Dr Lomax and her research team have made significant contributions to a change in practice regarding practical pain mitigation for cattle and sheep undergoing livestock husbandry procedures.
She works closely with industry to facilitate adoption and secure the sustainability of the livestock industries.
"I spend a lot of time with producers and a lot of the commercial farms in the res meat industry and I think that is what I am excited to offer to AWGA - that link between what producers want and what is happening in the R&D space," she said.
"Something that the red meat industry has been good at doing over the last few years is implementing producer consultation groups which then set the research priorities.
"If we could see something similar being built up in the wool industry, I think from a researcher perspective we will be able to better target research programs and trajectory to addressing what producers see as the issues now and the issues going into the future."
Coonalpyn wool grower Ms Ley originally grew up on a dairy farm, but said although she considered herself originally an outsider, she simply "fell in love in wool".
"I spent my childhood milking cows and getting up at 3am, but we have always had a family connection to the Merino," the livestock manager for Canowie Poll Merino Stud said.
"But when I expanded my horizons, it was whilst completing a wool classing certificate where my passion for wool started
"Now I am absolutely obsessed - I love wool as a fibre, the sheep as an animal and just the industry in general."
Ms Ley has a background in sheep and wool research and extension, and is a Livestock Leader with the Livestock Collective, advocating for better industry communication and supply chain transparency.
She has recently completed post graduate studies in Animal Science at Charles Sturt University with a focus on ruminant maternal efficiency in fine wool Merino flocks and ewe management and timing of lambing influencing neonatal lamb survival.
Committed to ensuring young people are well represented within the wool industry, she believes it needs a succession plan where young people in all areas of the supply chain are empowered with the necessary skills, training and opportunity to succeed and advocate for the industry.
"I would like to see something similar to the dairy industry.
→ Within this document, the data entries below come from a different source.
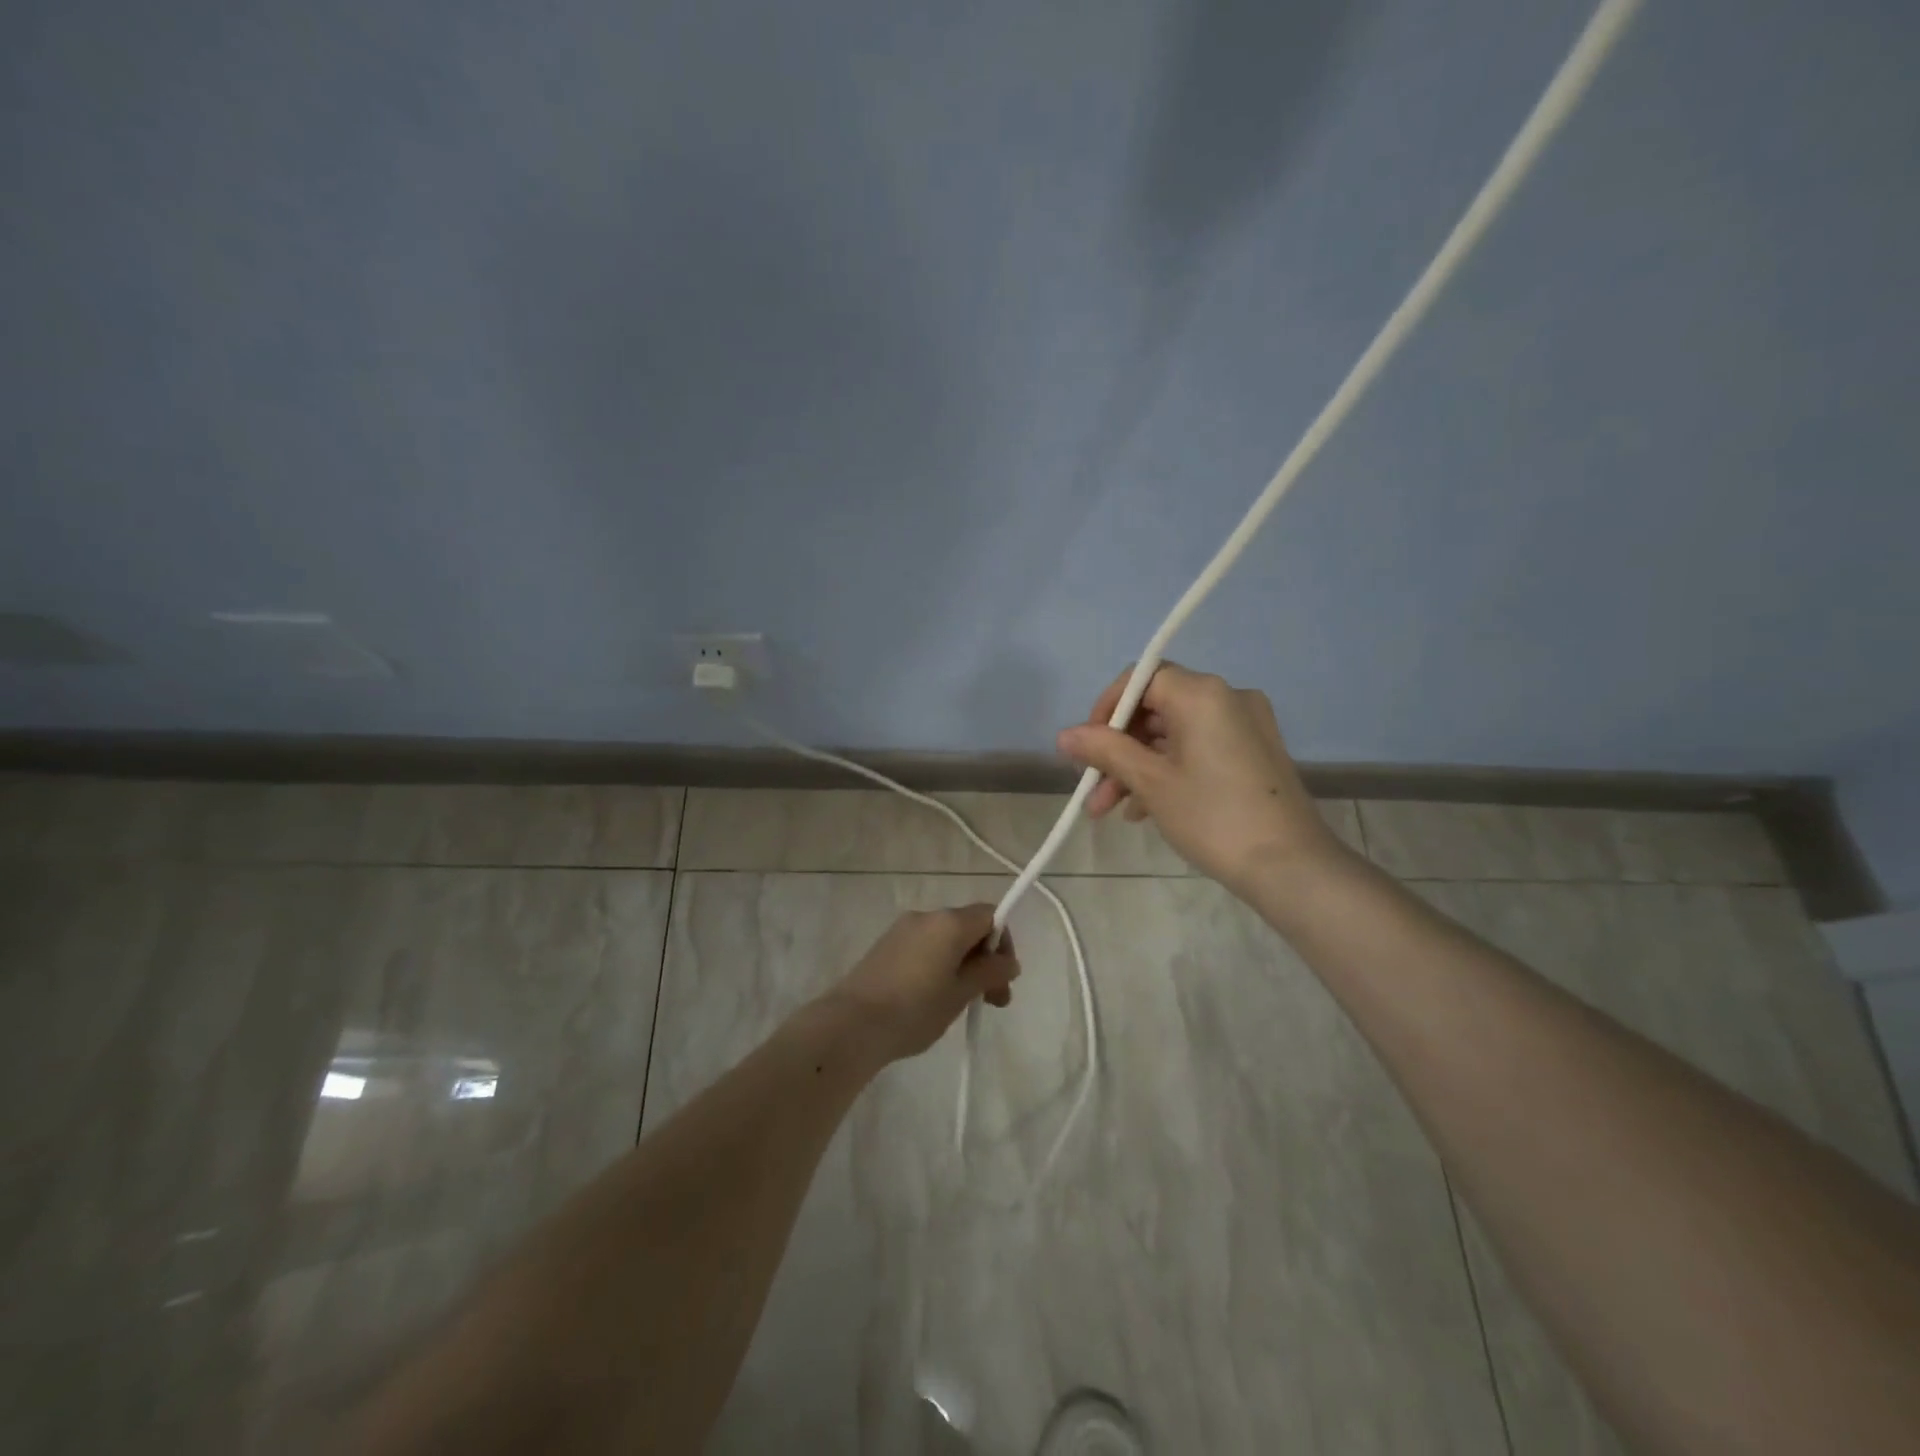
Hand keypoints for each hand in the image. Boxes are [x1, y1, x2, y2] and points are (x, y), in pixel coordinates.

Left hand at [823, 904, 1020, 1063]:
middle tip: (992, 1001)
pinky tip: (931, 999)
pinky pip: (923, 948)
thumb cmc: (915, 1009)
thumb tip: (1009, 962)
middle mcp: (926, 917)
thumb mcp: (960, 994)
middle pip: (968, 927)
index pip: (990, 915)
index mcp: (949, 922)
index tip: (1002, 979)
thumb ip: (989, 973)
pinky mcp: (885, 946)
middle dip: (985, 960)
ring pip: (945, 940)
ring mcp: (902, 930)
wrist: (851, 1024)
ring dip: (962, 965)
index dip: (1003, 944)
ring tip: (960, 1005)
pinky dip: (937, 965)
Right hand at [1056, 661, 1339, 892]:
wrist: (1291, 867)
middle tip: (1092, 789)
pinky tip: (1144, 810)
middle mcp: (1228, 697)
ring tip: (1109, 810)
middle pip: (1156, 708)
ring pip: (1175, 734)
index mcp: (1202, 693)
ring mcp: (1246, 725)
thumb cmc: (1213, 817)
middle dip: (1118, 748)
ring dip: (1138, 766)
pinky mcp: (1255, 752)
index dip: (1106, 708)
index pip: (1141, 678)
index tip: (1086, 746)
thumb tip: (1064, 735)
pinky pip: (1199, 749)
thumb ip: (1105, 751)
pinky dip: (1169, 771)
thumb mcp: (1151, 782)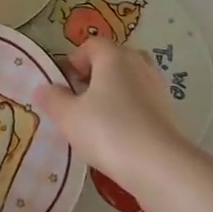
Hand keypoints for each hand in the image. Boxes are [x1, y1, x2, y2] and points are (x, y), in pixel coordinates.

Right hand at [35, 38, 189, 188]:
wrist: (161, 166)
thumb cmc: (108, 131)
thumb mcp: (68, 116)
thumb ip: (53, 98)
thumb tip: (44, 88)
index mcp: (114, 56)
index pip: (90, 45)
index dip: (73, 61)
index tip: (62, 85)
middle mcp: (139, 64)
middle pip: (112, 60)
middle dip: (93, 76)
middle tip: (78, 100)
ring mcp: (157, 87)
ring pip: (128, 82)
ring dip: (111, 94)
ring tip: (96, 121)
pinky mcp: (169, 112)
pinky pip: (141, 102)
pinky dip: (128, 111)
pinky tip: (118, 136)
There is a huge youth presence in dairy, cotton, live export, beef and grains networks. I can't find one in wool," she said.
"We don't get together and discuss where we want our future going. We need the young people, women included, to have a seat at the table to be able to learn from the existing wool industry people.
"I am very privileged to be on the AWGA board and that I will be given the opportunity to advocate for the young, emerging and women in the wool industry who share the same views as myself."
AWGA director Angela Byron said they were extremely pleased to have Dr Lomax and Ms Ley join the AWGA board.
"They are both incredibly talented women, and I couldn't be more delighted to welcome them to the AWGA board - particularly in the lead up to the United Nations International Day of Rural Women on 15 October," Ms Byron said.
"I was the first female director appointed to AWGA, and with Emily Riggs joining me not long afterwards, the appointment of Dr Lomax and Ms Ley further demonstrate that AWGA is an organisation that is committed to quality in leadership and equality in representation."